A Revolução Francesa pôs fim à monarquia absolutista há pouco mais de duzentos anos e a reação da aristocracia da Europa continental levou Napoleão Bonaparte a exportar a revolução. Mesmo no interior da sociedade francesa, a revolução deu passos à frente e passos atrás, brilhantemente traçados pela pena de Honoré de Balzac em La Comédie humaine.

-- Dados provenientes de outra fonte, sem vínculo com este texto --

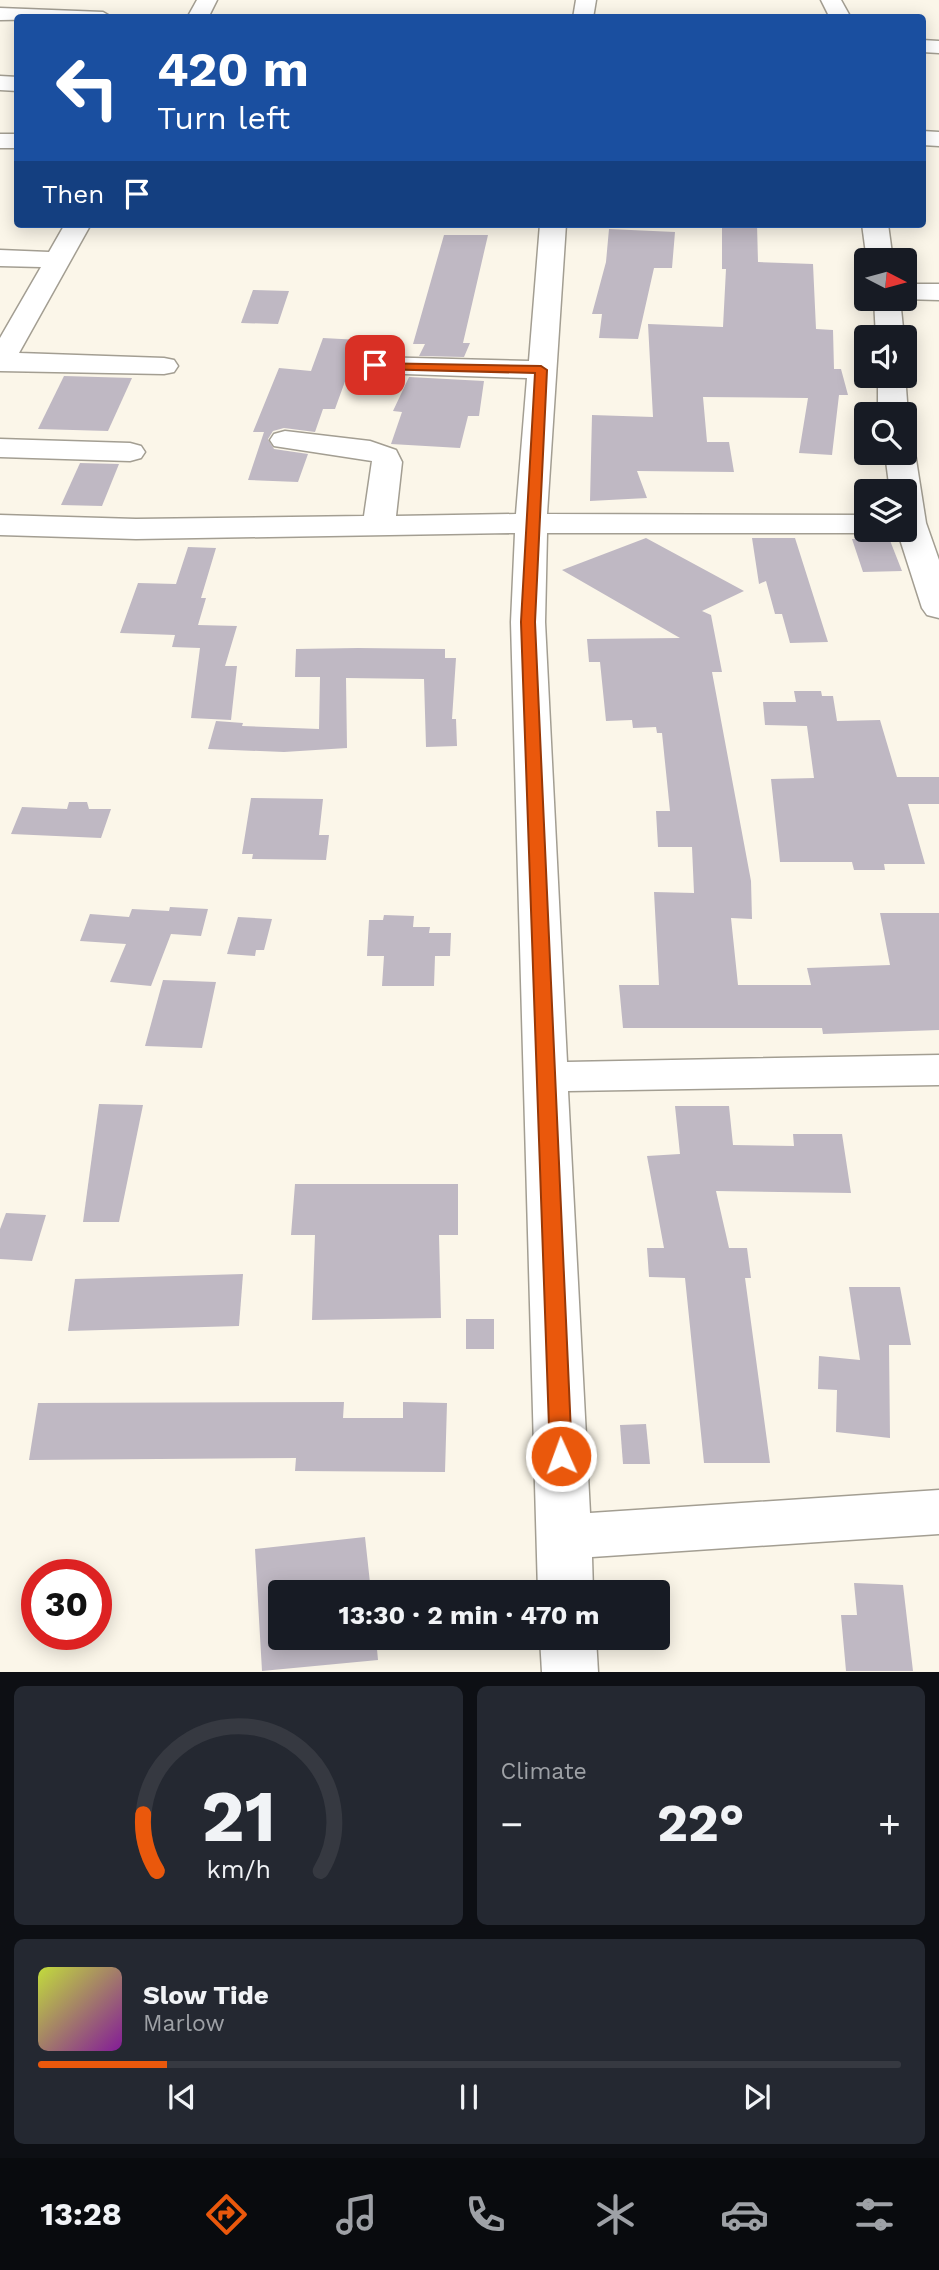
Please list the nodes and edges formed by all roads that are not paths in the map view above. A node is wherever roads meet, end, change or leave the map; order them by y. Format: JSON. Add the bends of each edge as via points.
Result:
{"nodes":[{"id":1,"x":76,"y":228,"type":"edge"},
{"id":2,"x":553,"y":228,"type":"edge"},
{"id":3,"x":876,"y":228,"type":"edge"},
{"id":4,"x":878,"y":248,"type":"edge"},
{"id":5,"x":0,"y":258,"type":"edge"},
{"id":6,"x":57,"y":260,"type":"junction"},
{"id":7,"x":917,"y":292,"type":"edge"},
{"id":8,"x":939,"y":292,"type":"edge"},
{"id":9,"x":1,"y":362,"type":"edge"},
{"id":10,"x":375,"y":365,"type":"dead end"},
{"id":11,"x":164,"y":366,"type":"dead end"},
{"id":12,"x":541,"y":370,"type":"junction"},
{"id":13,"x":285,"y":440,"type":"dead end"},
{"id":14,"x":0,"y":448,"type":"edge"},
{"id":15,"x":130,"y":452,"type":"dead end"},
{"id":16,"x":903,"y":465,"type":"edge"},
{"id":17,"x":531,"y":523,"type":"junction"},
{"id":18,"x":918,"y":523,"type":"edge"},
{"id":19,"x":379,"y":524,"type":"junction"},
{"id":20,"x":854,"y":524,"type":"edge"},
{"id":21,"x":0,"y":526,"type":"edge"},
{"id":22,"x":939,"y":608,"type":"edge"},
{"id":23,"x":939,"y":1070,"type":"edge"},
{"id":24,"x":546,"y":1077,"type":"junction"},
{"id":25,"x":939,"y":1511,"type":"edge"},
{"id":26,"x":564,"y":1537,"type":"junction"},
{"id":27,"x":566,"y":1580,"type":"edge"},
{"id":28,"x":569,"y":1650,"type":"edge"},
{"id":29,"x":570,"y":1671,"type":"edge"}],
"edges":[{"from":1,"to":6,"type":"street"},
{"from":2,"to":12,"type":"street"},
{"from":3,"to":4,"type":"street"},
{"from":5,"to":6,"type":"street"},
{"from":6,"to":9,"type":"street"},
{"from":7,"to":8,"type":"street"},
{"from":9,"to":11,"type":"street"},
{"from":10,"to":12,"type":"street"},
{"from":12,"to":17,"type":"street"},
{"from":13,"to":19,"type":"street","via":[[370,450],[385,456]]},
{"from":14,"to":15,"type":"street"},
{"from":16,"to":18,"type":"street"},
{"from":17,"to":19,"type":"street"},
{"from":17,"to":20,"type":"street"},
{"from":17,"to":24,"type":"street","via":[[528,622]]},
{"from":18,"to":22,"type":"street"},
{"from":19,"to":21,"type":"street"},
{"from":23,"to":24,"type":"street"},
{"from":24,"to":26,"type":"street"},
{"from":25,"to":26,"type":"street"},
{"from":26,"to":27,"type":"street"},
{"from":28,"to":29,"type":"street"}]}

Na Inglaterra, contudo, o fim da monarquia absolutista precedeu a Revolução Francesa em mais de um século. Sob a liderança de Oliver Cromwell, o Rei Carlos I da Inglaterra foi julgado e decapitado em 1649. Após a Restauração em 1660 e a Revolução de 1688, a monarquia foi constitucionalmente submetida ao Parlamento Inglês, que passou a deter o poder real. A sujeição da pragmática monarquia inglesa ao parlamento, monarquia que perdura até os nossos dias, neutralizou uma possível lamentação pela execução de Carlos I, ao contrário das execuções de Louis XVI pela Revolução Francesa e do Czar Nikolai II pela Revolução Russa.
Até a Revolução Industrial na segunda metade do século XVIII, o oriente ficava muito longe da Europa, em grande parte administrado pelos impérios russo, otomano, indiano e chinês. Alexandre I derrotou o exército de Napoleão em 1812, mantendo o Império Russo refratário às conquistas liberais que dominaram a Inglaterra e a Europa Continental. A Índia foi submetida à Inglaterra no início do século XIX e a China durante as Guerras do Ópio em meados do mesmo século. O Império Otomano só ruiu no início do século XX, após a Primeira Guerra Mundial.
Os russos, particularmente, depois de enfrentarem Napoleão, o mundo ocidental por ocasião da Revolução de 1917 e Hitler durante a Segunda Guerra Mundial, continuam sendo desafiados com a sedução da Ucrânia pelo ocidente. O mundo ocidental também se empenhou em modernizar os xiitas do Irã, que se insurgiram em 1978. Então, para combater os persas, resolveu armar o Iraque, que saiu de controle e acabou sendo invadido. A seu capricho, o ocidente subverte as culturas orientais e, depois, retira-se de forma inconsequente, abandonando os nativos “modernizados” à própria sorte, como fez há pouco tempo no Afeganistão.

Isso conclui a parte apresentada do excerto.